Single-molecule FRET experiments were performed with a MicroTime 200 confocal system (PicoQuant) equipped with an Olympus IX73 inverted microscope and two pulsed excitation sources (40 MHz) controlled by a PDL 828-L “Sepia II” (PicoQuant). Pulsed interleaved excitation (PIE) (56) was used to identify molecules with active acceptor and donor dyes. Two light sources, a 485-nm diode laser (LDH-D-C-485; PicoQuant) and a white-light laser (Solea; PicoQuant) set to an excitation wavelength of 585 nm, were used to excite the donor and the acceptor dyes alternatingly. The laser intensities were adjusted to 100 $\mathrm{\mu }$W at 485 nm and 30 $\mathrm{\mu }$W at 585 nm (Pm100D; Thor Laboratories). The excitation beam was guided through a major dichroic mirror (ZT 470-491/594 rpc; Chroma) to a 60×, 1.2-NA water objective (Olympus) that focuses the beam into the sample. The sample was placed in a homemade cuvette with a volume of 50 $\mathrm{\mu }$L (quartz 25-mm diameter round coverslips [Esco Optics], borosilicate glass 6-mm diameter cloning cylinder [Hilgenberg], Norland 61 optical adhesive [Thorlabs]). All measurements were performed at a laser power of 100 $\mathrm{\mu }$W (485 nm) and 30 $\mathrm{\mu }$W (585 nm) measured at the back aperture of the objective. Photons emitted from the sample were collected by the same objective and after passing the major dichroic mirror (ZT 470-491/594 rpc; Chroma), the residual excitation light was filtered by a long-pass filter (BLP01-488R; Semrock) and sent through a 100-$\mathrm{\mu }$m pinhole. The sample fluorescence was detected with two channels. Donor fluorescence and acceptor fluorescence were separated via a dichroic mirror (T585 LPXR; Chroma) and each color was focused onto a single-photon avalanche diode (SPAD) (Excelitas) with additional bandpass filters: FF03-525/50 (Semrock) for the donor SPAD and FF02-650/100 (Semrock) for the acceptor SPAD. The arrival time of every detected photon was recorded with a HydraHarp 400M time correlated single-photon counting module (PicoQuant) and stored with a resolution of 16 ps.

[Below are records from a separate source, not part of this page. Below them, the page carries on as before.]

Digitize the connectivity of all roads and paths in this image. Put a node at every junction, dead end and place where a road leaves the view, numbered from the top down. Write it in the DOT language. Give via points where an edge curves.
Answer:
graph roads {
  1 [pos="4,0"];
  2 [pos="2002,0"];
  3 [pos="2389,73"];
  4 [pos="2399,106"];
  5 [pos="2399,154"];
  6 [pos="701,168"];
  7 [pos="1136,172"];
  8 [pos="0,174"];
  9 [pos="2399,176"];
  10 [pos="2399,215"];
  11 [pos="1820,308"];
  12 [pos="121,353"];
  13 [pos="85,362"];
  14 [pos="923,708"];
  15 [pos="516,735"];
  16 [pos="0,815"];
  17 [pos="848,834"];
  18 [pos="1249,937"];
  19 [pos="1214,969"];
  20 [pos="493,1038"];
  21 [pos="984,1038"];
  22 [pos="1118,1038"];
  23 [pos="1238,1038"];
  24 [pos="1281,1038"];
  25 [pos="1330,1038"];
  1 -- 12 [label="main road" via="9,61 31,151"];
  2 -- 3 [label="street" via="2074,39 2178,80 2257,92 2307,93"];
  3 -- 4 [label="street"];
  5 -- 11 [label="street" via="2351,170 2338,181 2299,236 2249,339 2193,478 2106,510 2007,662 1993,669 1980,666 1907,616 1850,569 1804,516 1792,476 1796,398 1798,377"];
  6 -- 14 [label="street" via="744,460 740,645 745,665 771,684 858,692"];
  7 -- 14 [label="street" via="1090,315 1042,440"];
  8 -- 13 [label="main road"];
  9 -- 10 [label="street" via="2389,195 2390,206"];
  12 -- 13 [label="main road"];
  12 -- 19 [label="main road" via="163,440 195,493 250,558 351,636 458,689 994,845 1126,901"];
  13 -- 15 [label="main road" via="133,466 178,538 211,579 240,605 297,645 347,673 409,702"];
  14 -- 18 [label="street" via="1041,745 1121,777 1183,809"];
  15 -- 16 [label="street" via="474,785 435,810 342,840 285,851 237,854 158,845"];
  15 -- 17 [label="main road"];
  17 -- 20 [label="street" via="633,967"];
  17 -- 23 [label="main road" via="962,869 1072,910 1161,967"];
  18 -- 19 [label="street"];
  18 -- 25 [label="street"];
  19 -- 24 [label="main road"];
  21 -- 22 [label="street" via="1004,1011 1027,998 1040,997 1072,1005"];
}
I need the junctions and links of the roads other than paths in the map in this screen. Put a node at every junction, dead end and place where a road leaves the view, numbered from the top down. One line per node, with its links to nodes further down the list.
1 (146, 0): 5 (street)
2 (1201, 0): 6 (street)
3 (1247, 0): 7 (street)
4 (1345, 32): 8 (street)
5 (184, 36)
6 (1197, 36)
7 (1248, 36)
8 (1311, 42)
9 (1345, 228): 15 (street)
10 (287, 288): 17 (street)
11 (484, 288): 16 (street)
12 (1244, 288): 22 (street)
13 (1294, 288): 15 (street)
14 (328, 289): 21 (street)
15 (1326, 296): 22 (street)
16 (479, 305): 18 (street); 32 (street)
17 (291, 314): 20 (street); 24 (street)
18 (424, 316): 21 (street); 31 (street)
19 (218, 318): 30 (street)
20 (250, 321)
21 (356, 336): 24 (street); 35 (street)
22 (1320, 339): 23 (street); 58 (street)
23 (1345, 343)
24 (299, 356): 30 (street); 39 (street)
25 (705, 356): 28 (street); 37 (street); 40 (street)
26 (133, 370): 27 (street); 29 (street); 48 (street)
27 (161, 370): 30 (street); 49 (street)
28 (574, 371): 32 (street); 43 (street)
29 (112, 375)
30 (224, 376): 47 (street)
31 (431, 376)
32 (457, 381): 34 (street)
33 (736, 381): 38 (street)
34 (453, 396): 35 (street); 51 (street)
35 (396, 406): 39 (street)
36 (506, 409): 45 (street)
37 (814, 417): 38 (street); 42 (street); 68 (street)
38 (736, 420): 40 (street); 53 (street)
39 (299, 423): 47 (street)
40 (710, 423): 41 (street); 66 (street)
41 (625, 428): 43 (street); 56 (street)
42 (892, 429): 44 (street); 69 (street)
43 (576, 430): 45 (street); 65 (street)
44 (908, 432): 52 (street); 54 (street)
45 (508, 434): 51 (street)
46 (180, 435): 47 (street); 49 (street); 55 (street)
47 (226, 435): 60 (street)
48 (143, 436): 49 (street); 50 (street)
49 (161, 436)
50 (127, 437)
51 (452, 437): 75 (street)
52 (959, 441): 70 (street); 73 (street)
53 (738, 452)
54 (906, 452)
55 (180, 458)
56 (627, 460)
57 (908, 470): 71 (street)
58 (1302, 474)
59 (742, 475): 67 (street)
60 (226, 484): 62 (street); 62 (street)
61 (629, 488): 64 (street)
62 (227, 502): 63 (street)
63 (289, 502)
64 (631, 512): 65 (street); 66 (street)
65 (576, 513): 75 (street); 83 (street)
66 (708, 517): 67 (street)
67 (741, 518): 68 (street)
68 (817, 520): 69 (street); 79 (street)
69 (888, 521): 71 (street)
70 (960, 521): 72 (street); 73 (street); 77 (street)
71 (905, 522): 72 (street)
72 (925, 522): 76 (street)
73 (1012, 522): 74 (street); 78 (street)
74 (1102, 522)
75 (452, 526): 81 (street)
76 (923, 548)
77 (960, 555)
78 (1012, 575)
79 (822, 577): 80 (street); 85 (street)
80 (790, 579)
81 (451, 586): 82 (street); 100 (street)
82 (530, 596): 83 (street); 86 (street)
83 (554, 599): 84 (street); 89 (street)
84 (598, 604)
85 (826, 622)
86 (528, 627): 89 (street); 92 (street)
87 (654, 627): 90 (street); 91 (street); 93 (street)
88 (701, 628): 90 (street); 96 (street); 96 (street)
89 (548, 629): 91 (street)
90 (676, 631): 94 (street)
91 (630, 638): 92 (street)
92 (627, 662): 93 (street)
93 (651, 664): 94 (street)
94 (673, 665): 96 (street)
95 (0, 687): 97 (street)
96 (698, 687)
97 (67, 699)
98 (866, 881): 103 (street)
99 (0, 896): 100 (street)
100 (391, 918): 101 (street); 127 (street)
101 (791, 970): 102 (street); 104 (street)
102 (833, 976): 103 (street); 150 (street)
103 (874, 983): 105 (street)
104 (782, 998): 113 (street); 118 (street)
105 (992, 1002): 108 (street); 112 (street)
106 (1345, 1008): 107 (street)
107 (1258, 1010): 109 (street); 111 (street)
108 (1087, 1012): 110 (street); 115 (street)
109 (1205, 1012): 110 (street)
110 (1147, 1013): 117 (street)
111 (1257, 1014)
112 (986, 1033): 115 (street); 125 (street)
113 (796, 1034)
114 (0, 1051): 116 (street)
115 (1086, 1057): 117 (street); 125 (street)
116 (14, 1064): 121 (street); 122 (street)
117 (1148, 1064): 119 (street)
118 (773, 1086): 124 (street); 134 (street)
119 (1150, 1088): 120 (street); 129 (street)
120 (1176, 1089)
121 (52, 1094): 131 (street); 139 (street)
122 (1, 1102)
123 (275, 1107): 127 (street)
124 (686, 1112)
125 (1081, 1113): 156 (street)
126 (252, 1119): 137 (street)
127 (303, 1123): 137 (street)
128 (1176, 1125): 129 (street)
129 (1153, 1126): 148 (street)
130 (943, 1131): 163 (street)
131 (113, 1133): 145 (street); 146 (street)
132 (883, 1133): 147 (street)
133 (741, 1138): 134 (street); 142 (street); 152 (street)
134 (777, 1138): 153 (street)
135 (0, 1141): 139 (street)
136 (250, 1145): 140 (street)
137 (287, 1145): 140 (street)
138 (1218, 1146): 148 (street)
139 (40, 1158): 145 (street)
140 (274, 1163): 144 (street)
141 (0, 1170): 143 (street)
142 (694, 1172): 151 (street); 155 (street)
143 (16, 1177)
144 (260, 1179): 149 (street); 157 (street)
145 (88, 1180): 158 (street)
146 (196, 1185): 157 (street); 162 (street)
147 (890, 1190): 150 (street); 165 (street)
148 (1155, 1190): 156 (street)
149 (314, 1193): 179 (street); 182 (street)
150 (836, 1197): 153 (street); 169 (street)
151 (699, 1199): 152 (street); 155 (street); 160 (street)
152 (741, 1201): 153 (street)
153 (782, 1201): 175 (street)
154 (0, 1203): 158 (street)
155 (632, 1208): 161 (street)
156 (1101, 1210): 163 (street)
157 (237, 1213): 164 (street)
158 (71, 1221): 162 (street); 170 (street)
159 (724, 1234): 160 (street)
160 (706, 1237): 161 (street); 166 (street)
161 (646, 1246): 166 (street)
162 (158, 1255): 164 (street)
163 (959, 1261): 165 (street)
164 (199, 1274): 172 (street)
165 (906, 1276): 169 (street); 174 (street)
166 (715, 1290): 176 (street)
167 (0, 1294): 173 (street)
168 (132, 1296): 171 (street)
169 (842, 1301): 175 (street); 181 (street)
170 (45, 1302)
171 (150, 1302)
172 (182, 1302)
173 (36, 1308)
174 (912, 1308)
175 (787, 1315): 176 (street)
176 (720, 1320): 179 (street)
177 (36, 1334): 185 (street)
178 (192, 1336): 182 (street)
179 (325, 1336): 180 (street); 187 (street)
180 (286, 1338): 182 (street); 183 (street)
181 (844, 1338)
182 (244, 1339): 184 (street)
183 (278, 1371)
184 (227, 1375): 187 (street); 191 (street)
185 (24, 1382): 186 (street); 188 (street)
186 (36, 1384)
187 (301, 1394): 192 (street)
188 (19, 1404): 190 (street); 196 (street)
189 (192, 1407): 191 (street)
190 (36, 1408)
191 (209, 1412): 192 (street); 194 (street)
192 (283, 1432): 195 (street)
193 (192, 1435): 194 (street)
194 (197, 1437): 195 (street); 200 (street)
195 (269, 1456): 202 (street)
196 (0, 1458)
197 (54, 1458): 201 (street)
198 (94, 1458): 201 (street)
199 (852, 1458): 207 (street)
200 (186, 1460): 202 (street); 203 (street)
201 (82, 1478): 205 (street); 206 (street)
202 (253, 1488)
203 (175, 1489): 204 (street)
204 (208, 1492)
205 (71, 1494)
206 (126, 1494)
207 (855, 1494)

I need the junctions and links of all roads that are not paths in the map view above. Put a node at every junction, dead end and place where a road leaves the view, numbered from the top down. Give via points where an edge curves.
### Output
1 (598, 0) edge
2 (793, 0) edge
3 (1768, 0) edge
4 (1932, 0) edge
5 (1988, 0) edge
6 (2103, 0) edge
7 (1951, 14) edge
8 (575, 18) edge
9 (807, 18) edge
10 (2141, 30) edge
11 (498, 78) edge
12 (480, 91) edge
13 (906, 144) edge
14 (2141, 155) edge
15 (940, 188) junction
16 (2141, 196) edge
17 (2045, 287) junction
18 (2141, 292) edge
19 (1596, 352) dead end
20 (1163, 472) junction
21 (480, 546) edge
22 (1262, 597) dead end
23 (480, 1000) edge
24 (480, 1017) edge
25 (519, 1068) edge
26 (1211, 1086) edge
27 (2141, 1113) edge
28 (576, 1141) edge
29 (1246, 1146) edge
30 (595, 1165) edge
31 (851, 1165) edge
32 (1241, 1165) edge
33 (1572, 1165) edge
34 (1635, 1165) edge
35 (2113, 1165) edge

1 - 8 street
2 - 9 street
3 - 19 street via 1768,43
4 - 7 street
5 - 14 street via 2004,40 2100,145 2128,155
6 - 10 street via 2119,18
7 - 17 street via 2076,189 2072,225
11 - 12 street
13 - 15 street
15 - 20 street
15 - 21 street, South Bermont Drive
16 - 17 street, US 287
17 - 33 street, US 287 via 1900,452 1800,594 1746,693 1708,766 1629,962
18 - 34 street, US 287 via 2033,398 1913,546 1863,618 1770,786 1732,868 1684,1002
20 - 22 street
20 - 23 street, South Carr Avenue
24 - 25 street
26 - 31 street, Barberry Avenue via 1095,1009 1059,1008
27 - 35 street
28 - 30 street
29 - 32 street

Photons from individual molecules, separated by less than 100 $\mathrm{\mu }$s, were combined into bursts if the total number of photons exceeded 30. Photon counts were corrected for background, acceptor direct excitation, and different detection efficiencies of the individual detectors. A PIE stoichiometry ratio $S<0.7$ was used to identify molecules with an active acceptor. Identified bursts were corrected for background, differences in quantum yields of donor and acceptor, different collection efficiencies in the detection channels, cross-talk, and direct acceptor excitation. FRET histograms were fitted with a combination of Gaussian functions.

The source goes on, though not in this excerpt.